Abstract

Pruning has emerged as a powerful technique for compressing deep neural networks, reducing memory usage and inference time without significantly affecting overall performance. However, the nuanced ways in which pruning impacts model behavior are not well understood, particularly for long-tailed, multi-label datasets commonly found in clinical settings. This knowledge gap could have dangerous implications when deploying a pruned model for diagnosis, where unexpected model behavior could impact patient well-being. To fill this gap, we perform the first analysis of pruning's effect on neural networks trained to diagnose thorax diseases from chest X-rays (CXRs). On two large CXR datasets, we examine which diseases are most affected by pruning and characterize class "forgettability" based on disease frequency and co-occurrence behavior.

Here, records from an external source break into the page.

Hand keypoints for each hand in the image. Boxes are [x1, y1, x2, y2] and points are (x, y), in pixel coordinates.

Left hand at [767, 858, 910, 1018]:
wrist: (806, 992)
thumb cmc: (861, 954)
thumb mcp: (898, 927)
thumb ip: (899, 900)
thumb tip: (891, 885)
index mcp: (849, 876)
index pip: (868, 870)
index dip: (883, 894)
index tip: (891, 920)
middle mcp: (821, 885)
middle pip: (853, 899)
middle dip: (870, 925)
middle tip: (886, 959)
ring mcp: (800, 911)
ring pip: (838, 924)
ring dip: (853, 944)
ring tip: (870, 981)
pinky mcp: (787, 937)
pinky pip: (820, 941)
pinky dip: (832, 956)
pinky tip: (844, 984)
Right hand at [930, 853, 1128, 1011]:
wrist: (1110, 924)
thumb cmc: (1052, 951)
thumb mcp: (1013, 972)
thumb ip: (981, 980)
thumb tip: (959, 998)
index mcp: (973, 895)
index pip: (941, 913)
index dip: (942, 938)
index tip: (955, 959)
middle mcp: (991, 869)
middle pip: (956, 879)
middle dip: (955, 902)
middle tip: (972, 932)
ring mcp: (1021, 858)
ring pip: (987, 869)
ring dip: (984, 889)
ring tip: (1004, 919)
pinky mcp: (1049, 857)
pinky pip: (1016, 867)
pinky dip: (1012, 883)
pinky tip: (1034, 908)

Further, we identify individual CXRs where uncompressed and heavily pruned models disagree, known as pruning-identified exemplars (PIEs), and conduct a human reader study to evaluate their unifying qualities. We find that radiologists perceive PIEs as having more label noise, lower image quality, and higher diagnosis difficulty. This work represents a first step toward understanding the impact of pruning on model behavior in deep long-tailed, multi-label medical image classification. All code, model weights, and data access instructions can be found at https://github.com/VITA-Group/PruneCXR.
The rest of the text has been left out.